Dans l'étude actuelle, dirigée par Eduard Unterauer dans le laboratoire de Jungmann au MPI de biochimie et au LMU, les chercheurs présentent SUM-PAINT. Il s’agit d’un nouveau développement technologique en microscopie à super-résolution qui, pour la première fois, permet une visualisation et une cartographie très rapides et pratiquement illimitées d’un grand nombre de protéines.

“La complexité des systèmes vivants va des organismes et tissus entiers à la structure de réseaux cellulaires complexes, en passant par l'organisation et l'interaction de biomolécules individuelles”, explique Eduard Unterauer, co-premier auteur de l'étude.

“Pour comprendre cette complexité dans son intégralité, la position, l'identité et l'interaction des biomolécules individuelles doivent être étudiées simultanément. De telles méthodes, qui combinent plusieurs signaux, sont appelées méthodes de multiplexage. Quatre défis critiques doivent être surmontés pour parvenir à une compréhension globale des protéines. organisation : sensibilité, débit, résolution spatiale et capacité de multiplexage.”

En se concentrant sur l’environnement complexe des cellules neuronales du cerveau, l’équipe a créé le tout premier atlas neuronal avec une résolution monomoléculaire pour 30 types de protéines différents. Grâce à des capacités de débit et de multiplexage améliorées, ils ont pu découvrir la complexité de la composition protéique synaptique de près de 900 synapses individuelles.

Pour explorer davantage ces vastes ensembles de données, l’équipe de recherche a développé un pipeline d’analyse basé sur l’apprentissage automatique. En analysant 1 600 caractéristiques des ensembles de données d’imagerie, telles que la teneur, la distribution ou la forme des protéines, les scientifiques ont découvert un type de synapse chimique jusqu’alors inconnu. Ces synapses ne représentent qu'environ 1 % de toutes les synapses. Ils n’auraient pas été détectés avec d’autres techniques d’imagerie.

Avec SUM-PAINT, l'équipe fournit un flux de travail intégré pour la génération et l'analyse de données qui peuvent être utilisés par les chercheurs du monde entier. SUM-PAINT est relativement facile à utiliser avec les microscopes disponibles dans le commerce.

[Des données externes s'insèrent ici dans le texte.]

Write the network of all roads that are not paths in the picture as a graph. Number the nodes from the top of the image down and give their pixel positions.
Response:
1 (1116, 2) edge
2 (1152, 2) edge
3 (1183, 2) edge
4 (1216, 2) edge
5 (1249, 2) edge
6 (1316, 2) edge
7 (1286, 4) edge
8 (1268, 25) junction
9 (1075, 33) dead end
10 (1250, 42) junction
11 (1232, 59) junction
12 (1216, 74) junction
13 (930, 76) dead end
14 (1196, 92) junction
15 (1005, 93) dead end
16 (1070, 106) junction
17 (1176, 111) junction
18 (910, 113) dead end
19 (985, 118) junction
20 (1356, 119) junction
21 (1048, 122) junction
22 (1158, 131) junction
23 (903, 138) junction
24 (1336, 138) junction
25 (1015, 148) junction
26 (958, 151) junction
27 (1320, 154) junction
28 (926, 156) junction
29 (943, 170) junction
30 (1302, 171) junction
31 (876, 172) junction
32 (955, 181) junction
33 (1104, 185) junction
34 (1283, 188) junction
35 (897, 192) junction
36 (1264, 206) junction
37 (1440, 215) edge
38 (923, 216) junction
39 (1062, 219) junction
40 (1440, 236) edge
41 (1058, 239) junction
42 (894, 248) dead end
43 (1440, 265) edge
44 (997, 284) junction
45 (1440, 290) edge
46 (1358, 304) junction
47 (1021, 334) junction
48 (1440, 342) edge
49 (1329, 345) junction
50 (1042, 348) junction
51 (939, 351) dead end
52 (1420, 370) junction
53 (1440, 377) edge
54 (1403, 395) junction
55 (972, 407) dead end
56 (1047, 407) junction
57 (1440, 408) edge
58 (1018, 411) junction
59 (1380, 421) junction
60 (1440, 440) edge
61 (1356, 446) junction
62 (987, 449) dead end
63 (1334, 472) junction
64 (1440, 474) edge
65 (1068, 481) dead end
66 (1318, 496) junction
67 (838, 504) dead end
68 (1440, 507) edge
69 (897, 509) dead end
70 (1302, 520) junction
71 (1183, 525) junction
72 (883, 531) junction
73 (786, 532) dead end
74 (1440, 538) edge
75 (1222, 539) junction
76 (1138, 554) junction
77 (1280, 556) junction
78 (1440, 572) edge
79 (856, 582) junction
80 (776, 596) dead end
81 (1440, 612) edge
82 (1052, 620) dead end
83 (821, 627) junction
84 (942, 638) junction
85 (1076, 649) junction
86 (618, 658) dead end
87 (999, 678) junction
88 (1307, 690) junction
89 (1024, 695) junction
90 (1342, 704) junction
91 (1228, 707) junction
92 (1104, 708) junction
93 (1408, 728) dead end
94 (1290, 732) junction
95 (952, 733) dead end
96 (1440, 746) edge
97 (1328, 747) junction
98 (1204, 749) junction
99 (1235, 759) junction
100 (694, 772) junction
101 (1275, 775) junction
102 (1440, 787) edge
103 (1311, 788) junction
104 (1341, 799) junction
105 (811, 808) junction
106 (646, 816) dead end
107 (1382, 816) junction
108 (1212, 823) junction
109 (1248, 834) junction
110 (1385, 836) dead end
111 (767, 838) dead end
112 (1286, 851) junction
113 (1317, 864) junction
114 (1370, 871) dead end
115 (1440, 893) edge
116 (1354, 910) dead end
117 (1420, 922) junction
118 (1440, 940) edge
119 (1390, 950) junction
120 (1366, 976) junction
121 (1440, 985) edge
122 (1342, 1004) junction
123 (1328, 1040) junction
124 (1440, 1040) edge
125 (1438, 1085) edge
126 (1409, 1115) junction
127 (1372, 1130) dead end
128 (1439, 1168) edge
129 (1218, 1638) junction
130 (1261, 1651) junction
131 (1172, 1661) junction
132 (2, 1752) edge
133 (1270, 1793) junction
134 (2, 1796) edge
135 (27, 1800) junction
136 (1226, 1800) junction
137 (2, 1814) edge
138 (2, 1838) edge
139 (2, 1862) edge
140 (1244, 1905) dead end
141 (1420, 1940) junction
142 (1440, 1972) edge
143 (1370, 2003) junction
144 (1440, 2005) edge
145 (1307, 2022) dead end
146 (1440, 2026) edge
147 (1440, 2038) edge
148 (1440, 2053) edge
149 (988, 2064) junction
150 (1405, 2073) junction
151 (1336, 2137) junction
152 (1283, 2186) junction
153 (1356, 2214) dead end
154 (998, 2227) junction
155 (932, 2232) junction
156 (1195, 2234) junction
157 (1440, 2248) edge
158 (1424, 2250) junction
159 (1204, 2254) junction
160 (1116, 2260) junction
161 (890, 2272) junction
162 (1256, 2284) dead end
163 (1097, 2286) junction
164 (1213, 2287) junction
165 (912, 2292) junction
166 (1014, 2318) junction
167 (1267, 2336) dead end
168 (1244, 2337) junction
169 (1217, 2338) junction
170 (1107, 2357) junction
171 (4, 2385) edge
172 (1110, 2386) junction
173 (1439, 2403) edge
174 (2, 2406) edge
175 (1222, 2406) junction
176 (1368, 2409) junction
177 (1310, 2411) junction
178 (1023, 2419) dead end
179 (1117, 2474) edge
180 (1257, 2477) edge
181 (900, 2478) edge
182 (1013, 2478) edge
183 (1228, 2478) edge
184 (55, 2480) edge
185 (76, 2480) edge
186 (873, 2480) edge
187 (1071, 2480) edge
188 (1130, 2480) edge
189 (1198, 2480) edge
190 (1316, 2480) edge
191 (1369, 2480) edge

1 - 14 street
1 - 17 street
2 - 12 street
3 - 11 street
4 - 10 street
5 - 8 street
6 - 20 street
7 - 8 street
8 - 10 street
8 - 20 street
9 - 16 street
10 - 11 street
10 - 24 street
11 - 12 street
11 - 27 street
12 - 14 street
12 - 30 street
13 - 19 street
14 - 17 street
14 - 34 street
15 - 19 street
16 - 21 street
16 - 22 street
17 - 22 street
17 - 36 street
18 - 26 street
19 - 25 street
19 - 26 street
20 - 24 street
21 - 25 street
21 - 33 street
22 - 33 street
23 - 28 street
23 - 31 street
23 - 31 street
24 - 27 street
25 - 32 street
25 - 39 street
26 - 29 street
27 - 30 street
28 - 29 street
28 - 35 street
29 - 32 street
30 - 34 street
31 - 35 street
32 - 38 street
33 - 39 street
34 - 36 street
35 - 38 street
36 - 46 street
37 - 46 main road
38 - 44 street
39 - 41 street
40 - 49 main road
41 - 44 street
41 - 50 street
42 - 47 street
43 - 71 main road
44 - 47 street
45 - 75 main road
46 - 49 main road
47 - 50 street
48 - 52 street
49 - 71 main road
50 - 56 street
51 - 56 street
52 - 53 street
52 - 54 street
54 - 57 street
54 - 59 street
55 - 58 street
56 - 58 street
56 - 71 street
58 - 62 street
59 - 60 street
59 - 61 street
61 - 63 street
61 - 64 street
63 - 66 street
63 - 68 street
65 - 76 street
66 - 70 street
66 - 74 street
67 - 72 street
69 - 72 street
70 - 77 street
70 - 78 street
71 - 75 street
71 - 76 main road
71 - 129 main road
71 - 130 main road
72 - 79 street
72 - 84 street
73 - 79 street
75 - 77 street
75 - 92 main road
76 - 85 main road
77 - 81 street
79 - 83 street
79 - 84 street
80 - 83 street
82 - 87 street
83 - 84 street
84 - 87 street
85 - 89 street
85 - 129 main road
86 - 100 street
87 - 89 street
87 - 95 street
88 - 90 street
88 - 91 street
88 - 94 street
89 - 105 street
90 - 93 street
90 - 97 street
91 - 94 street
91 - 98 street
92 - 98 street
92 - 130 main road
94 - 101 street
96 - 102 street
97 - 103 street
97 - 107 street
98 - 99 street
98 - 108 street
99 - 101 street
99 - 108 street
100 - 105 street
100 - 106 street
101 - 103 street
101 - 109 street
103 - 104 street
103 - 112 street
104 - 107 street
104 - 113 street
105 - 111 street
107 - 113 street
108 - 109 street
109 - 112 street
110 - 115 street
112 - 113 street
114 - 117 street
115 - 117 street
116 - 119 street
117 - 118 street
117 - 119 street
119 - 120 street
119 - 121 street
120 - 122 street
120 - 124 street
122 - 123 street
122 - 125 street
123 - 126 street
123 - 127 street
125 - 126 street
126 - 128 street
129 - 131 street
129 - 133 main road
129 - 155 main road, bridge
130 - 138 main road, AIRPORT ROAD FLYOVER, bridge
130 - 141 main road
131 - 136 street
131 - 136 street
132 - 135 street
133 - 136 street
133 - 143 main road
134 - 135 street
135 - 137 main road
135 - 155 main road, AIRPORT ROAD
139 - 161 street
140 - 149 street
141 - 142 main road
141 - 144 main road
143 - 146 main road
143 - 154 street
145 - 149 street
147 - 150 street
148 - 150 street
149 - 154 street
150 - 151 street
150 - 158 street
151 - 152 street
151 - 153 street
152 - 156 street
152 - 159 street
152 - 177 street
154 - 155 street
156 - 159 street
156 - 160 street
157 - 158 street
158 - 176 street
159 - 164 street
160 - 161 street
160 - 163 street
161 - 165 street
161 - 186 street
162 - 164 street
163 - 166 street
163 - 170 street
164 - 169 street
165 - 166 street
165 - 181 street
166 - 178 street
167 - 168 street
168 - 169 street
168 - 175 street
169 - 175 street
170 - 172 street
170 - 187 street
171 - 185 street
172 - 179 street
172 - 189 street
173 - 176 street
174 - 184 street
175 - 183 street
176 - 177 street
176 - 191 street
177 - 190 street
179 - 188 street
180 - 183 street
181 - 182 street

“Nous sommes convaincus que SUM-PAINT constitue non seulement une étape importante dans la compréhension de la complexité de la biologie cellulaire au niveau moléculaire, mais également une percée potentielle dans la découverte de nouvelles approches thérapeutiques pour les maladies neurodégénératives”, déclare Ralf Jungmann, directeur du groupe de recherche Imagerie Moléculaire et Bionanotechnologie du MPI de Biochimie et titulaire de la Chaire de Physique Moléculaire de la Vie au LMU.

En fournissant une vue détaillée de l'emplacement et de l'interaction d'un grand nombre de protéines au niveau moléculaire, SUM-PAINT ouvre des opportunités sans précédent pour étudier des détails auparavant cachés des troubles neurologiques. De cette manière, la nouvelle méthode pourrait contribuer à une compréhension plus approfondie des mécanismes sous-jacents de maladies telles que la démence de Parkinson ou d’Alzheimer.